On Sat, 25 Nov 2023 22:26:46 +0100
Crt Mori <cmo@xxxxxxxxxxx> wrote:

> On Sat, 25 Nov 2023 at 18:53, Jonathan Cameron <jic23@xxxxxxxxxx> wrote:
> >
> > On Wed, 22 Nov 2023 11:24:06 +0100
> > Crt Mori <cmo@xxxxxxxxxxx> wrote:
> >
> > > MLX90635 is an Infra Red contactless temperature sensor most suitable
> > > for consumer applications where measured object temperature is in range
> > > between -20 to 100 degrees Celsius. It has improved accuracy for
> > > measurements within temperature range of human body and can operate in
> > > ambient temperature range between -20 to 85 degrees Celsius.
> > >
> > > Driver provides simple power management possibility as it returns to
> > > lowest possible power mode (Step sleep mode) in which temperature
> > > measurements can still be performed, yet for continuous measuring it
> > > switches to Continuous power mode where measurements constantly change
> > > without triggering.
> > >
> > > Signed-off-by: Crt Mori<cmo@xxxxxxxxxxx>
> > Hi Crt,
> >
> > Very nice.
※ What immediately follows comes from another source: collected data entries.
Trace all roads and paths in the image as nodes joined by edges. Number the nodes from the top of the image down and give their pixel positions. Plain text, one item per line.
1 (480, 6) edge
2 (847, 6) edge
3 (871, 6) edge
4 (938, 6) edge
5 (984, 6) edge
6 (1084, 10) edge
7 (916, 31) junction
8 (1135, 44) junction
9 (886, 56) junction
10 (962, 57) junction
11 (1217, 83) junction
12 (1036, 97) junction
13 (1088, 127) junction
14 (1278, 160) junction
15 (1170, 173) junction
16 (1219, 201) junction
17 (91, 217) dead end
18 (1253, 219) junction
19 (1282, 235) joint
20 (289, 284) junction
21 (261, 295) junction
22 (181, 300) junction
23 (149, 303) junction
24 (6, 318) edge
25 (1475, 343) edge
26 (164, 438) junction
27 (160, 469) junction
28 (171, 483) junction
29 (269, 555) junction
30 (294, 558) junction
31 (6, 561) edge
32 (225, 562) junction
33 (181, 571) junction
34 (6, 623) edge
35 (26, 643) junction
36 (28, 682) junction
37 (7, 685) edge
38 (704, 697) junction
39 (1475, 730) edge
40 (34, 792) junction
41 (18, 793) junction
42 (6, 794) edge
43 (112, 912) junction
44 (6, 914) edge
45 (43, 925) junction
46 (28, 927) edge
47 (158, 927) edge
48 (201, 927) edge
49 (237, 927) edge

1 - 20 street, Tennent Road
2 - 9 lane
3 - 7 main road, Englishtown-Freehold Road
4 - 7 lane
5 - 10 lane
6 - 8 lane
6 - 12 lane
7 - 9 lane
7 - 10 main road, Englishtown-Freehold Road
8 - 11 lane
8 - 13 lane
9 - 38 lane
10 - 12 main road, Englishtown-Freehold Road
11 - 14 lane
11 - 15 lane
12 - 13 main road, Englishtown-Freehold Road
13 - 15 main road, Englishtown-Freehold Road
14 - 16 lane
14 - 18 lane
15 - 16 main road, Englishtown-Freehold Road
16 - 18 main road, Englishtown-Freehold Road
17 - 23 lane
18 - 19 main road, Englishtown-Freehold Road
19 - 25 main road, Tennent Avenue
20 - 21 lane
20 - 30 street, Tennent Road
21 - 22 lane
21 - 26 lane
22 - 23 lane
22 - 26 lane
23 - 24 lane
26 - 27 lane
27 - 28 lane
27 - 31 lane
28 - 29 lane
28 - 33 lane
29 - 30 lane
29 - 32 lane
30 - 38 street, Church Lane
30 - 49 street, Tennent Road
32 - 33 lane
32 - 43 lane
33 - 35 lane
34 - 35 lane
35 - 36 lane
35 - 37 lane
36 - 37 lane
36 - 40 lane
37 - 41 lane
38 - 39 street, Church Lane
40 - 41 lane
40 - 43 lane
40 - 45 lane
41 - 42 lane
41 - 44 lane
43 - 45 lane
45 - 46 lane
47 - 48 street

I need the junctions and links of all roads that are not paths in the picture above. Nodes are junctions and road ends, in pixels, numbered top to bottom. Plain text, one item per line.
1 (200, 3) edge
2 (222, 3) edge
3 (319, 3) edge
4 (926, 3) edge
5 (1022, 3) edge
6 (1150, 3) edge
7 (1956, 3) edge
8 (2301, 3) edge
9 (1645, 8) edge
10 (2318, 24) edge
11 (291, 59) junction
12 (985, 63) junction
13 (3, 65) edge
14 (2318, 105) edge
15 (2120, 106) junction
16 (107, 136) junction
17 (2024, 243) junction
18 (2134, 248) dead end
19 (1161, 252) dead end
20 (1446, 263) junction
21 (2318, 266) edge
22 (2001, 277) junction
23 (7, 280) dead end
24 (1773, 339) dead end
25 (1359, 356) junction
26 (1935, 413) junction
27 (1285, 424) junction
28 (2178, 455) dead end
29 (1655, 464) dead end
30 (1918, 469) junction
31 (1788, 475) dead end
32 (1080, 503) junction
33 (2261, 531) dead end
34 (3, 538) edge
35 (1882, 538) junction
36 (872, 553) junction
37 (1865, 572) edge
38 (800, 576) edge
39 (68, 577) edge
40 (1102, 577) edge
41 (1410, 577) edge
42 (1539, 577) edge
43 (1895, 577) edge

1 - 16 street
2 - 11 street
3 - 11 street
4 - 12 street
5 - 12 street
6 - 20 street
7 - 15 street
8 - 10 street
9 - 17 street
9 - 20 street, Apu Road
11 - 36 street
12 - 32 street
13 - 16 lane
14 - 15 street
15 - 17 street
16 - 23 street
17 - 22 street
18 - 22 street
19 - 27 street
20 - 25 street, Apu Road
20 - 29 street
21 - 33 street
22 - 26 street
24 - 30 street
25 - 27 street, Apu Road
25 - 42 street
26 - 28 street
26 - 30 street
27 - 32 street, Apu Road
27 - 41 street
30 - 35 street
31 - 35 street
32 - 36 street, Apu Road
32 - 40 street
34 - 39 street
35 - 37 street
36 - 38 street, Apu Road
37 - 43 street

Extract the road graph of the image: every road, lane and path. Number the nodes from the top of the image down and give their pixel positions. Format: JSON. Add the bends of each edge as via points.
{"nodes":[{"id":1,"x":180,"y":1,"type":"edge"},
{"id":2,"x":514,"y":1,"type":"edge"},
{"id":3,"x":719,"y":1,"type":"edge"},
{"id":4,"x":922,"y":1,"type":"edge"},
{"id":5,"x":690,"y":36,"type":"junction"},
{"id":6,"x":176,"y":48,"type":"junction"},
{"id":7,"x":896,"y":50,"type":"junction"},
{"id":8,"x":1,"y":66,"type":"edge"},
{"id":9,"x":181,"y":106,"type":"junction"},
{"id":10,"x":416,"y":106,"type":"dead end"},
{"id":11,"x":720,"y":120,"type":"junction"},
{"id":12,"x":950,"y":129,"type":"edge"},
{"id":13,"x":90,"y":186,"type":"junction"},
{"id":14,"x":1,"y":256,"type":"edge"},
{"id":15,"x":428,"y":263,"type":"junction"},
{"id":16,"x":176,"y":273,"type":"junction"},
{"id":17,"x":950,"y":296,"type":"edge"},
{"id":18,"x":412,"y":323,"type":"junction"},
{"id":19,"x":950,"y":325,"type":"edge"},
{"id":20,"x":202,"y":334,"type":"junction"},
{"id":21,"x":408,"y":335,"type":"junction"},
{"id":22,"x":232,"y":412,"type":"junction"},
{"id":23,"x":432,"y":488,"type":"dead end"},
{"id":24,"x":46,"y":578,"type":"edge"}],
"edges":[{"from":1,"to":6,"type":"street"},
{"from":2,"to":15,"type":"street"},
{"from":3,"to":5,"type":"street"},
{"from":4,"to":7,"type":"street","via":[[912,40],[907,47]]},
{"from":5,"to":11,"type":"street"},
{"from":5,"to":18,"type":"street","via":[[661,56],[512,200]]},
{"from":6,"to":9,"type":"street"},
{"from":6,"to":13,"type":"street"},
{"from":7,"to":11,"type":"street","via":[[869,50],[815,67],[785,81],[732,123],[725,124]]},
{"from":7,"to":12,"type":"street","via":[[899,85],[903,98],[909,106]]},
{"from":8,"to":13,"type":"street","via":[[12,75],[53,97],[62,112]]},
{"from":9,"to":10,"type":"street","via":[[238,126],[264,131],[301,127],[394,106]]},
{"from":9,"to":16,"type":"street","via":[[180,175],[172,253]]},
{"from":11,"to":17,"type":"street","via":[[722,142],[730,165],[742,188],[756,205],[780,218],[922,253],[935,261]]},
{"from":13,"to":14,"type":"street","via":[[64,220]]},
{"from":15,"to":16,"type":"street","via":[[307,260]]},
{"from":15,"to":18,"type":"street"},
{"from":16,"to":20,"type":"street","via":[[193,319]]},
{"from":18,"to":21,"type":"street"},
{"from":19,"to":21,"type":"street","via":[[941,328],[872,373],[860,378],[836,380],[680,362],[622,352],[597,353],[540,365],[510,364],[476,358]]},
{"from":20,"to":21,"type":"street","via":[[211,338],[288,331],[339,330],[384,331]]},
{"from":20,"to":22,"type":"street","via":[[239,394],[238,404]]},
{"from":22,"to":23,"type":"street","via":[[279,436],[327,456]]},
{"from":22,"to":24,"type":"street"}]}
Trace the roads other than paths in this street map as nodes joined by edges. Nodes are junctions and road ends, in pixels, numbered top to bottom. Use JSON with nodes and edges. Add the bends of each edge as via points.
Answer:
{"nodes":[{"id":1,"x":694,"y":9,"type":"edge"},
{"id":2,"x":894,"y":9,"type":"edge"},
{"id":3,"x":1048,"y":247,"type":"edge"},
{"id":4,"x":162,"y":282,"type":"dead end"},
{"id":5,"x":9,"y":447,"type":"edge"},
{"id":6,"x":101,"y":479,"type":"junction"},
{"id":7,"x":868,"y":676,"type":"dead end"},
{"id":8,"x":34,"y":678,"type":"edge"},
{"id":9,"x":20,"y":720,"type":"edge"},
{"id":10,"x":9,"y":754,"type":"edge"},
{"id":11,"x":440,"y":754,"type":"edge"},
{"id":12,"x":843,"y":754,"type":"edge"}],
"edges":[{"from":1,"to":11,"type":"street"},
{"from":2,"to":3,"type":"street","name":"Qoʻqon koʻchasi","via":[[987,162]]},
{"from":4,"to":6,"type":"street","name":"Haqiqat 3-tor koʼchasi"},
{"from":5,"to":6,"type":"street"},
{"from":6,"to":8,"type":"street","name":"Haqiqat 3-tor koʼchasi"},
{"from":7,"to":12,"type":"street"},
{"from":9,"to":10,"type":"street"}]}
A few minor bits inline.
> >
> > Note (as normal for me), I haven't sanity checked any calibration maths - just assuming
> > you got that bit right as don't want to spend ages comparing datasheet maths to what
> > you have coded up + I'm not sure I can get the datasheet anyway :)
> >
> > Jonathan
> >
> Hi Jonathan,
> Maths I have unit tests where I did floating point (which will be
> released as embedded library same as for 90632) to integer conversion
> and ensure that the delta is less then the error of the sensor. So
> math I take full responsibility :)
>
> Datasheet will be public probably in March, when hopefully the sensor
> is already part of the main Android kernel as well. But your review is
> anyway very valuable and detailed. Thanks for all the remarks - there
> is just one discussion below I would love to complete for future
> reference.
>
> Best regards,
> Crt
> >> ...
> > > + if (ret < 0) {
> > > + dev_err(&data->client->dev, "Powering EEPROM failed\n");
> > > + return ret;
> > > + }
> > > + usleep_range(MLX90635_TIMING_EE_ACTIVE_MIN, MLX90635_TIMING_EE_ACTIVE_MAX);
> > > +
> > > + regcache_mark_dirty(data->regmap);
> > > +
> > > + ret = regcache_sync(data->regmap);
> > > + if (ret < 0) {
> > > + dev_err(&data->client->dev,
> > > + "Failed to cache everything: %d\n", ret);
> > > + return ret;
> > > + }
> > > +
> > > + ret = regcache_sync_region(data->regmap, MLX90635_EE_Ha, MLX90635_EE_Gb);
> >
> > Why is this needed given you just synced the whole thing?
> >
>
> Well, this is the discussion I wanted to have. I expected
> regcache_sync to perform i2c read of all the read_regs defined in
> regmap to get them to cache - but it didn't. Then I expected the same
> from sync_region, but it didn't, so I manually read them below.
>
> So discussion I want to have is: why would we regcache_sync, if no
> reads are performed?

I think the intent is to minimise the reads from the device.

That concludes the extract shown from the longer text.